No pictures belong in the copy. Retype exactly, and only, the stretch of lines below from the one with "middle pip: (180, 120)" through the one with "index mcp: (374, 159)".
Exercise inputs: Begin
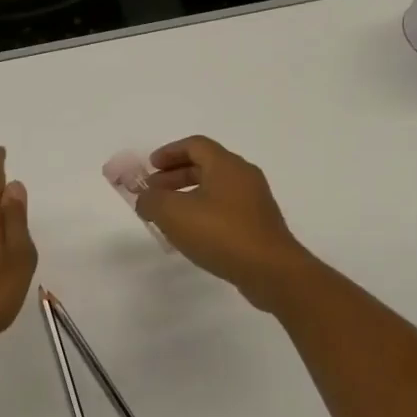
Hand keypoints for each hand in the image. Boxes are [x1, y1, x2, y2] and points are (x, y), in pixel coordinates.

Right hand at [135, 136, 310, 301]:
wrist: (271, 271)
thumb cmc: (221, 233)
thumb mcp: (173, 213)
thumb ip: (151, 200)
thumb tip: (145, 199)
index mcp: (226, 164)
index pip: (194, 145)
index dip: (169, 153)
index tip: (150, 167)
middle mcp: (244, 176)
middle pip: (205, 166)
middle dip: (175, 176)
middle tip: (153, 192)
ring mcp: (255, 201)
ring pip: (215, 189)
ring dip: (188, 196)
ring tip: (168, 216)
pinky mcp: (259, 225)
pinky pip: (225, 209)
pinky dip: (204, 212)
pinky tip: (191, 234)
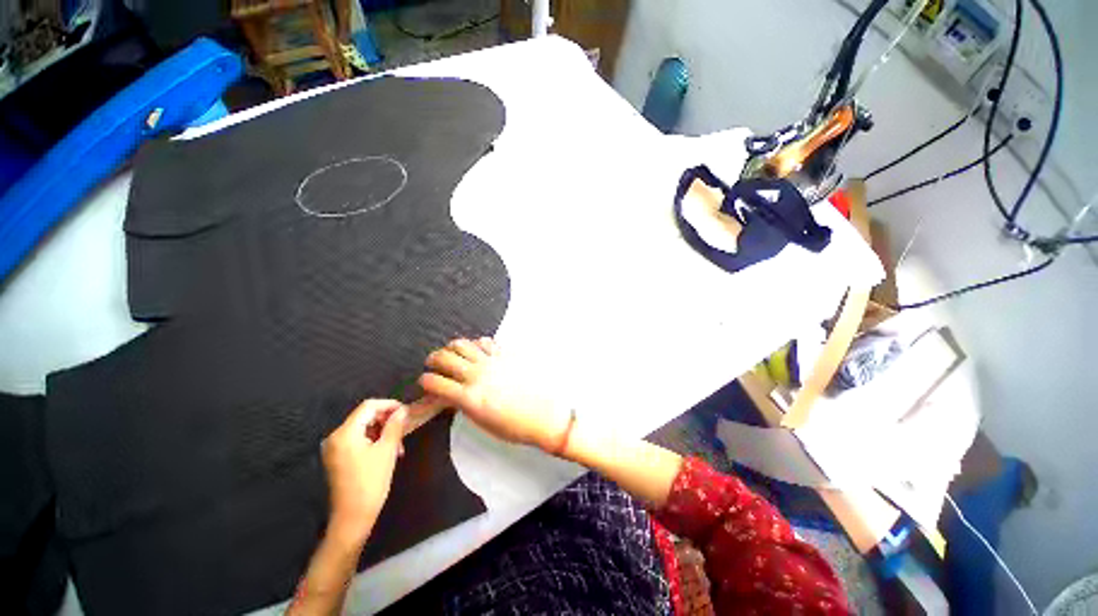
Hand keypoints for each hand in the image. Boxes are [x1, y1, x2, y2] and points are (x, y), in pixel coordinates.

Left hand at [321, 399, 407, 544]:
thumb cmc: (371, 482)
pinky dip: (373, 441)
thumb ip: (395, 426)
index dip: (389, 405)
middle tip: (404, 430)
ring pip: (363, 428)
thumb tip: (403, 410)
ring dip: (382, 432)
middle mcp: (335, 437)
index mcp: (345, 433)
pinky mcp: (337, 458)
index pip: (368, 406)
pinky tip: (386, 452)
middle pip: (364, 416)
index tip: (406, 412)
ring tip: (398, 446)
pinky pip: (357, 440)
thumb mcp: (387, 450)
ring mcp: (334, 448)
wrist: (352, 518)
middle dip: (386, 420)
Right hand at [419, 338, 571, 452]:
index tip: (425, 381)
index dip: (425, 380)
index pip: (436, 383)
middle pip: (445, 358)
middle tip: (432, 362)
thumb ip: (464, 404)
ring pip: (463, 345)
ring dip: (451, 347)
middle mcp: (477, 376)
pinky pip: (485, 342)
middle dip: (434, 359)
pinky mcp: (506, 354)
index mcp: (469, 398)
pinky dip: (475, 343)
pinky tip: (476, 349)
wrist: (544, 415)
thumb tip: (452, 394)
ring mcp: (492, 362)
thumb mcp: (482, 421)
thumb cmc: (514, 426)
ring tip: (451, 351)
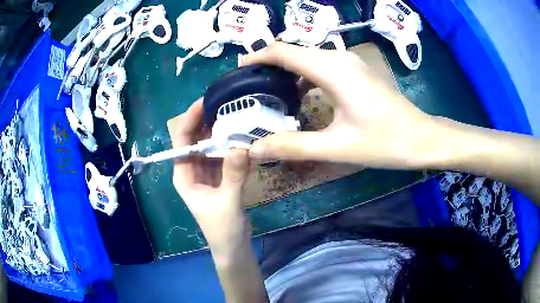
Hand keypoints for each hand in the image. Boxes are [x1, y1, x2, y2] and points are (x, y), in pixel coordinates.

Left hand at [172, 99, 250, 244]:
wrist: (232, 246)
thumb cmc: (222, 229)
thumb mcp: (227, 203)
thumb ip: (232, 176)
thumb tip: (239, 146)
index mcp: (184, 175)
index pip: (182, 141)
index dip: (190, 119)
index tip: (205, 101)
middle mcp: (192, 170)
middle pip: (196, 139)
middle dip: (208, 121)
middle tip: (226, 102)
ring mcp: (207, 173)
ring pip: (211, 146)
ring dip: (222, 132)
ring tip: (237, 113)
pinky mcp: (220, 177)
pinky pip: (224, 156)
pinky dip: (232, 146)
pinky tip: (244, 135)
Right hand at [241, 42, 440, 168]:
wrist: (421, 138)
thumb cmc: (385, 141)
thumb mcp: (337, 147)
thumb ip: (294, 146)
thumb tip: (255, 149)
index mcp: (332, 69)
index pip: (284, 51)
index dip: (258, 57)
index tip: (239, 72)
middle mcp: (339, 58)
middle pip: (295, 51)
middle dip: (269, 65)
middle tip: (250, 88)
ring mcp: (350, 63)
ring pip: (309, 58)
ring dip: (288, 72)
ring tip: (270, 94)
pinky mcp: (357, 71)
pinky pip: (322, 66)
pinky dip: (305, 77)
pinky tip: (301, 97)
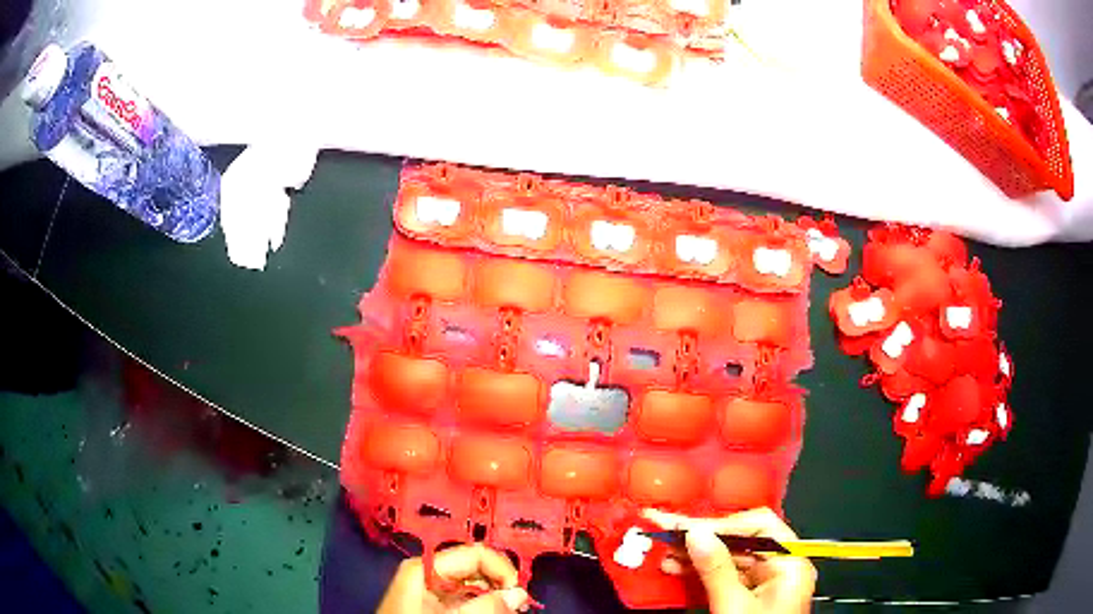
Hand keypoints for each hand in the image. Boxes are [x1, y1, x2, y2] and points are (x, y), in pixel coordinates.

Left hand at [377, 544, 530, 613]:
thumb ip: (486, 606)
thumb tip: (519, 593)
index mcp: (425, 567)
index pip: (475, 554)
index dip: (502, 570)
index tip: (518, 594)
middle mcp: (427, 571)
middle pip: (474, 567)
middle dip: (499, 585)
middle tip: (516, 607)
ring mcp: (428, 587)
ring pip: (472, 584)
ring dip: (492, 597)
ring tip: (505, 612)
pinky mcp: (431, 602)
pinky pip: (463, 596)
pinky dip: (480, 605)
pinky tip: (489, 613)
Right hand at [644, 508, 815, 613]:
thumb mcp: (734, 606)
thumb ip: (717, 569)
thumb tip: (697, 534)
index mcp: (790, 565)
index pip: (760, 527)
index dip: (724, 525)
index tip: (689, 526)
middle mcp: (779, 570)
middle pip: (740, 543)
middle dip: (702, 541)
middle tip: (669, 533)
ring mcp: (763, 586)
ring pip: (727, 561)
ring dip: (694, 558)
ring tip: (665, 554)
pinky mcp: (747, 600)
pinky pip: (722, 579)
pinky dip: (698, 575)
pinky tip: (676, 570)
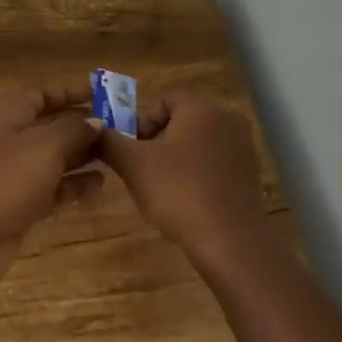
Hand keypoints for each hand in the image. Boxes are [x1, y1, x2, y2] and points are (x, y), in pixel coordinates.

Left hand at [0, 81, 106, 287]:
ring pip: (54, 159)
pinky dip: (75, 185)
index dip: (68, 92)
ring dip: (82, 155)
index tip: (100, 93)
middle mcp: (13, 142)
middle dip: (82, 125)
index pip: (41, 95)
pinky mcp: (22, 205)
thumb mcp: (45, 146)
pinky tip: (100, 185)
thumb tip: (96, 121)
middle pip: (50, 127)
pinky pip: (54, 189)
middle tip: (119, 127)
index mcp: (11, 117)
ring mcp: (16, 175)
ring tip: (116, 154)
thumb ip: (74, 130)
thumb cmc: (7, 179)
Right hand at [95, 90, 269, 272]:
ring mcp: (242, 148)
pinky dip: (196, 173)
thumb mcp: (133, 165)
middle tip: (139, 168)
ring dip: (175, 158)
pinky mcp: (249, 175)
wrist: (230, 242)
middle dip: (156, 140)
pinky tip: (185, 200)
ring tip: (160, 187)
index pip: (163, 99)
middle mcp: (227, 119)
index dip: (140, 121)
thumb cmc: (179, 192)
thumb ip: (109, 141)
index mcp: (201, 108)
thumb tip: (92, 129)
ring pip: (197, 143)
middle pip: (180, 120)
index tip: (130, 148)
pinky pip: (214, 163)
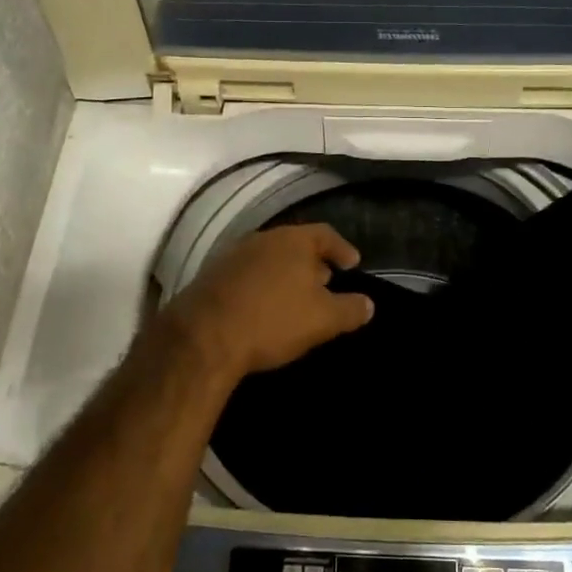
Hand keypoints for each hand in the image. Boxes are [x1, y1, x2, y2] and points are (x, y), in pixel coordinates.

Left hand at [163, 224, 375, 384]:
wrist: (203, 337)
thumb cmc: (273, 320)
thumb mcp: (324, 319)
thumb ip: (351, 309)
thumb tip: (368, 304)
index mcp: (293, 241)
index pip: (326, 235)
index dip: (342, 249)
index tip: (353, 264)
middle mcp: (262, 239)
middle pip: (295, 245)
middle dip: (313, 262)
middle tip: (327, 282)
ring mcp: (233, 256)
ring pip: (270, 260)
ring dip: (285, 275)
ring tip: (296, 297)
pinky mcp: (211, 277)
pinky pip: (248, 276)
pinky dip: (262, 287)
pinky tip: (264, 308)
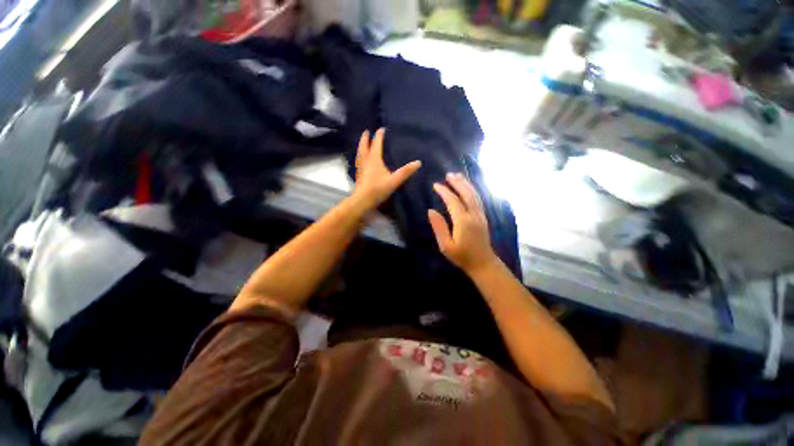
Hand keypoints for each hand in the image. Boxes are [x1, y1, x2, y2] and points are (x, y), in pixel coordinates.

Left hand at [352, 128, 420, 209]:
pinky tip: (361, 161)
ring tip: (362, 144)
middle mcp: (366, 161)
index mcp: (374, 159)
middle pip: (365, 146)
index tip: (381, 129)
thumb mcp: (394, 180)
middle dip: (366, 138)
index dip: (379, 136)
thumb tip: (418, 162)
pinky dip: (360, 157)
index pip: (376, 144)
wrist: (362, 200)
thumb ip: (405, 172)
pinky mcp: (359, 175)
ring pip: (360, 154)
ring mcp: (361, 168)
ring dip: (361, 146)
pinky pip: (359, 161)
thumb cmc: (378, 188)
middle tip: (366, 132)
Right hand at [429, 173, 498, 273]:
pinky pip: (477, 200)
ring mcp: (480, 215)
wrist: (483, 264)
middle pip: (466, 194)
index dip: (444, 191)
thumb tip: (431, 211)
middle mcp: (474, 215)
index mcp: (463, 221)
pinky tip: (467, 188)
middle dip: (457, 183)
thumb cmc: (462, 256)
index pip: (453, 201)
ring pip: (474, 195)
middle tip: (449, 174)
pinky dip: (471, 191)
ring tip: (458, 176)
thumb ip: (439, 227)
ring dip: (466, 184)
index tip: (436, 185)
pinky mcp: (483, 218)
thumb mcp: (446, 245)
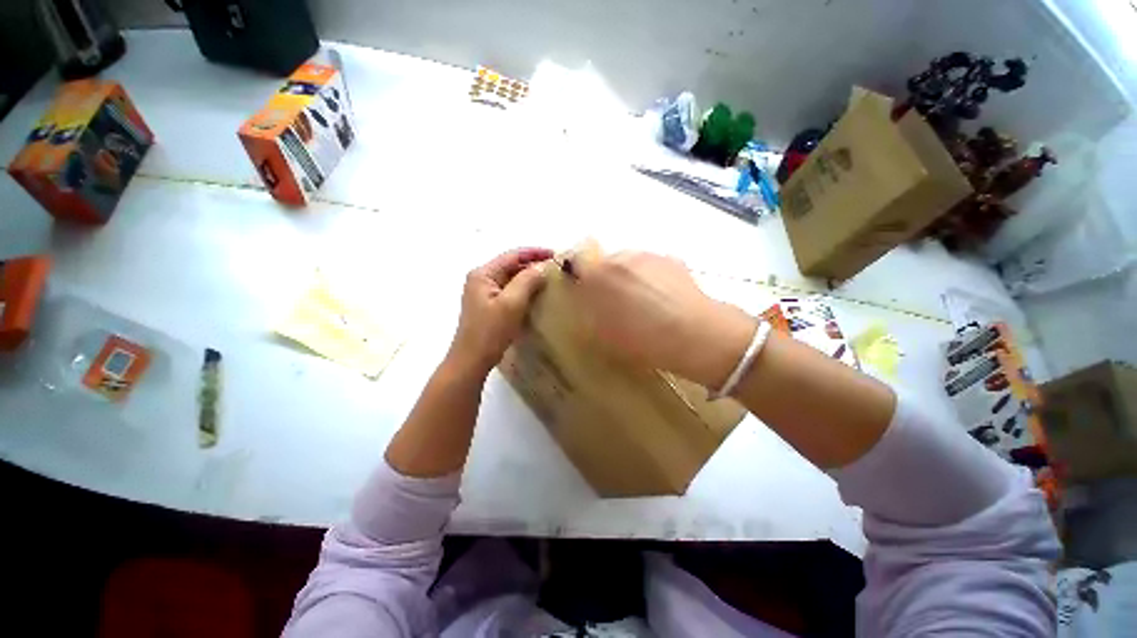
Exercise inputs: End
* Exercise result *
middle pip: (180, 120)
index tip: (130, 148)
pinky pip: (214, 163)
Hand keypoints for each hand in the image. Boxes are [x1, y1, x2, y2] and points are (x, y), in pixel coordinates.

Left hand at [163, 224, 375, 384]:
wrist: (203, 337)
thumb cmc: (273, 320)
thumb mcp: (324, 319)
thumb ip: (351, 309)
thumb tip: (368, 304)
index mcp: (293, 241)
index pip: (326, 235)
index dip: (342, 249)
index tip: (353, 264)
middle mcp: (262, 239)
middle pip: (295, 245)
middle dip: (313, 262)
middle tip: (327, 282)
ring mcp: (233, 256)
ring pip: (270, 260)
ring dip: (285, 275)
ring tip: (296, 297)
pinky mcp: (211, 277)
pinky pip: (248, 276)
pinky dip: (262, 287)
pinky tip: (264, 308)
Hand keypoints for each hand in the image. Boxes are [x1, y1, x2, y2] and points are (x, y), in pixel coordinates.

Left hand at [352, 128, 420, 209]:
pinky tip: (361, 161)
ring tip: (362, 144)
middle mcp: (366, 161)
index mcp: (374, 159)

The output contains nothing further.